Exercise objective
Only the lines from the first line of the records through the line containing "points between nodes." belong in the answer. Copy them exactly.

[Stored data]
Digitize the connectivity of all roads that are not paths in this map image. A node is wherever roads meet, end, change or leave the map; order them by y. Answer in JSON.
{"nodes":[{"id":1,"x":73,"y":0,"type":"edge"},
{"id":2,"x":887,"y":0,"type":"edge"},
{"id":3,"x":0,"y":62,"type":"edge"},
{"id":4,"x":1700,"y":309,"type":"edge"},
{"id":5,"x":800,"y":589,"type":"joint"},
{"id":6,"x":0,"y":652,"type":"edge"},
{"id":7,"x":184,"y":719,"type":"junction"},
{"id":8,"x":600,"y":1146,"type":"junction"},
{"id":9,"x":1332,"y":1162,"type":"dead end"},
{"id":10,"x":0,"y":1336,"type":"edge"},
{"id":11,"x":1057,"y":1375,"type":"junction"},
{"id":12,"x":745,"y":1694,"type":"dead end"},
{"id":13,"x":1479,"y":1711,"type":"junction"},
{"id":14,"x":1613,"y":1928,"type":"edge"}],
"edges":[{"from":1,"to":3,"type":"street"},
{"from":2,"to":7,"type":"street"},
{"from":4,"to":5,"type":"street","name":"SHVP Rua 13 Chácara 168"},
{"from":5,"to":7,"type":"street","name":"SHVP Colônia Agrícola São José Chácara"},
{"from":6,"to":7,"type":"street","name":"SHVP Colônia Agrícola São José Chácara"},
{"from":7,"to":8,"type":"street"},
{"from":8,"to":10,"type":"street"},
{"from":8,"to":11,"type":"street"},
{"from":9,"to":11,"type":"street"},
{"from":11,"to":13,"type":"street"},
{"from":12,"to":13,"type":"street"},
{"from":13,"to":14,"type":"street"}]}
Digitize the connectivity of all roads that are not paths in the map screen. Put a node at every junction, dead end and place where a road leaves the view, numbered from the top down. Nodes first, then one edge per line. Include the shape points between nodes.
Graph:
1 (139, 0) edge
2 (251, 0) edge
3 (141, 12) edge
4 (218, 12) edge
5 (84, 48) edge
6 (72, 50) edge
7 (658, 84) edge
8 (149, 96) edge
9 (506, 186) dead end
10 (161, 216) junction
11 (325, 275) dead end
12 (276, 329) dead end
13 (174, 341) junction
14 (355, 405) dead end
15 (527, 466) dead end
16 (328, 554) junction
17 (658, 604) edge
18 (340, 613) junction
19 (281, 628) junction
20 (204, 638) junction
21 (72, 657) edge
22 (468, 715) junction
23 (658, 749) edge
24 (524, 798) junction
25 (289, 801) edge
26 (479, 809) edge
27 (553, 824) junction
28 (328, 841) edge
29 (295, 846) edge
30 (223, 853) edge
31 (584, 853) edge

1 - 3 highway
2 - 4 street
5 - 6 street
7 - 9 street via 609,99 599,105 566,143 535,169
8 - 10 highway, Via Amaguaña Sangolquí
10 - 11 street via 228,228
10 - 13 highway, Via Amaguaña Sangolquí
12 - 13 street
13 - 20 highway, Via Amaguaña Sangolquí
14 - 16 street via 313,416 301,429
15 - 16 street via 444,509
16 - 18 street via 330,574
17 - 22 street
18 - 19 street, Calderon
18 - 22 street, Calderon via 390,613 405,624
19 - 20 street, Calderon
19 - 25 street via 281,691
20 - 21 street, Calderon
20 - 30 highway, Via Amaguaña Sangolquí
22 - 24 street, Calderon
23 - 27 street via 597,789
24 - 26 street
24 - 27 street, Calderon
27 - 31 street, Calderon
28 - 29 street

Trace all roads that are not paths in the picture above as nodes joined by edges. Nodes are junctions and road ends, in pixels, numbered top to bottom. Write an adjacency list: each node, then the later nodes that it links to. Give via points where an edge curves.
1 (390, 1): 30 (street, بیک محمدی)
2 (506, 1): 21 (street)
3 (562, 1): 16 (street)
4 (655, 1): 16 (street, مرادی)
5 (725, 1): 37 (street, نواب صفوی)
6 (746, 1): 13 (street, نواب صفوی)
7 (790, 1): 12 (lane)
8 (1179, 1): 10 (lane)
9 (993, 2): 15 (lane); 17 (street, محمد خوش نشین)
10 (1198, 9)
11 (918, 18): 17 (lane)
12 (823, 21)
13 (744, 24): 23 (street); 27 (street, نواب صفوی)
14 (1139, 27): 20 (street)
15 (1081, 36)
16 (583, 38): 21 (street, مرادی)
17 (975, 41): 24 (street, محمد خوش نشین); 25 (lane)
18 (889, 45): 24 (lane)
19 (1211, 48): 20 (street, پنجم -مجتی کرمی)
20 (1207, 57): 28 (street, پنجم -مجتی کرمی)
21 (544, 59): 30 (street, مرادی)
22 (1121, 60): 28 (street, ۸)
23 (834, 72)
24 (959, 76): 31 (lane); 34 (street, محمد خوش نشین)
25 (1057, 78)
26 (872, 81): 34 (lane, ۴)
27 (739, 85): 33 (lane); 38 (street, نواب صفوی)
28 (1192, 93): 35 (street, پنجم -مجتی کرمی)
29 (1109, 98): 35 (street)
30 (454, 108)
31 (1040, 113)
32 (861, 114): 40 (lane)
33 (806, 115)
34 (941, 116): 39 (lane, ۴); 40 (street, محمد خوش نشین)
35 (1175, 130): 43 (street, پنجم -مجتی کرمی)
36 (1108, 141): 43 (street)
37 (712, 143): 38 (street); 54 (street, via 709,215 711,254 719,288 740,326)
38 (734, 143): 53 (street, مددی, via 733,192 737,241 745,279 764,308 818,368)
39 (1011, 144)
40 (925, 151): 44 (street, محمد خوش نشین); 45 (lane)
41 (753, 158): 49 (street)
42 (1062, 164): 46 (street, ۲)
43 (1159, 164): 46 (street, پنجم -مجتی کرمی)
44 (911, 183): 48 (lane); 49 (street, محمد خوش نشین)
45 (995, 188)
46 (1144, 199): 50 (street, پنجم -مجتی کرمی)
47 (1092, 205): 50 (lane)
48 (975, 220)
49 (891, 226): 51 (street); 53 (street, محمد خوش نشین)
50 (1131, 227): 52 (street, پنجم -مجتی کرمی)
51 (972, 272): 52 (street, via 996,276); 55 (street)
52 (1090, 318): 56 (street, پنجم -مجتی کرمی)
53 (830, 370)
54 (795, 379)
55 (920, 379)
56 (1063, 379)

Your response
Digitize the connectivity of all roads that are not paths in this map image. A node is wherever roads meet, end, change or leave the map; order them by y. Answer in JSON.
{"nodes":[{"id":1,"x":73,"y":0,"type":"edge"},
{"id":2,"x":887,"y":0,"type":"edge"},
{"id":3,"x":0,"y":62,"type":"edge"},
{"id":4,"x":1700,"y":309,"type":"edge"},
{"id":5,"x":800,"y":589,"type":"joint"},
{"id":6,"x":0,"y":652,"type":"edge"},
{"id":7,"x":184,"y":719,"type":"junction"},
{"id":8,"x":600,"y":1146,"type":"junction"},
{"id":9,"x":1332,"y":1162,"type":"dead end"},
{"id":10,"x":0,"y":1336,"type":"edge"},
{"id":11,"x":1057,"y":1375,"type":"junction"},
{"id":12,"x":745,"y":1694,"type":"dead end"},
{"id":13,"x":1479,"y":1711,"type":"junction"},
{"id":14,"x":1613,"y":1928,"type":"edge"}],
"edges":[{"from":1,"to":3,"type":"street"},
{"from":2,"to":7,"type":"street"},
{"from":4,"to":5,"type":"street","name":"SHVP Rua 13 Chácara 168"},
{"from":5,"to":7,"type":"street","name":"SHVP Colônia Agrícola São José Chácara"},
{"from":6,"to":7,"type":"street","name":"SHVP Colônia Agrícola São José Chácara"},
{"from":7,"to":8,"type":"street"},
{"from":8,"to":10,"type":"street"},
{"from":8,"to":11,"type":"street"},
{"from":9,"to":11,"type":"street"},
{"from":11,"to":13,"type":"street"},
{"from":12,"to":13,"type":"street"},
{"from":13,"to":14,"type":"street"}]}
Digitize the connectivity of all roads that are not paths in the map screen. Put a node at every junction, dead end and place where a road leaves the view, numbered from the top down. Nodes first, then one edge per line. Include the shape points between nodes.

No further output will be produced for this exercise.